Políticas públicas, direitos e invasões
A falta de políticas públicas adequadas às necessidades da população historicamente leva as pessoas a buscar meios próprios para pressionar governantes. É o caso da política habitacional. Embora a Constituição Federal garanta aos brasileiros o direito à moradia assim como estabelece outros direitos como saúde, educação e segurança, por exemplo é certo que nem todos têm acesso ao benefício.
Desta forma, o Estado brasileiro, que impõe à sua população uma das cargas tributárias mais altas do mundo, não consegue fazer valer a sua Carta Magna quando se trata da garantia dos direitos fundamentais dos cidadãos. Se são décadas de descaso por parte do governo, o que impossibilita uma solução rápida para as demandas ou se parte da população simplesmente espera que
os seus problemas sejam resolvidos pelo Estado não cabe a discussão. No entanto, é importante que a sociedade se articule para mudar essa história e para cobrar ações mais efetivas do governo.
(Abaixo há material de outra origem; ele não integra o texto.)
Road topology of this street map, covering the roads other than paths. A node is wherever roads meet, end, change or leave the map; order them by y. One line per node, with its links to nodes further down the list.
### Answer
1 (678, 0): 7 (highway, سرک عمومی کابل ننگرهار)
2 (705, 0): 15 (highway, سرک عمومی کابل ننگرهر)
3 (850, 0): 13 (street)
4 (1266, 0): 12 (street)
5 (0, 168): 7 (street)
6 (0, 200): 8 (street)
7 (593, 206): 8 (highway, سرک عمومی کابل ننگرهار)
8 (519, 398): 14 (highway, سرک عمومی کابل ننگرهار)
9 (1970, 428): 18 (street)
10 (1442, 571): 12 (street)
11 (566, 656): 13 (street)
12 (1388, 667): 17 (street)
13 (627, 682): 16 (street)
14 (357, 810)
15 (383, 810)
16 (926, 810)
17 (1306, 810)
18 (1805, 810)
No caso das invasões de terrenos públicos e particulares, tema abordado pela reportagem, é preciso acabar com essa cultura. Este comportamento faz parte das ocupações urbanas irregulares em Londrina há décadas, segundo relatos confirmados por estudos e dados oficiais. Somente neste início de ano, foram quatro ocorrências (contra apenas duas no mesmo período do ano passado), todas na zona norte e que reuniram, dependendo da estimativa, entre 500 e 1 mil famílias.
Isso acontece porque há a cultura de que esse tipo de ocupação é a forma mais rápida e eficaz para conseguir uma moradia legalizada. Desta forma, perpetua-se entre gerações a "cultura das invasões". No entanto, é preciso salientar que invasão de áreas de preservação ambiental é crime e, nesse caso, é preciso fazer valer a lei. A demanda da população por uma moradia é real, mas também é preciso seguir as regras, item fundamental para a vida em sociedade. Respeitar os critérios estabelecidos pela legislação e, depois, cumprir contratos são de suma importância.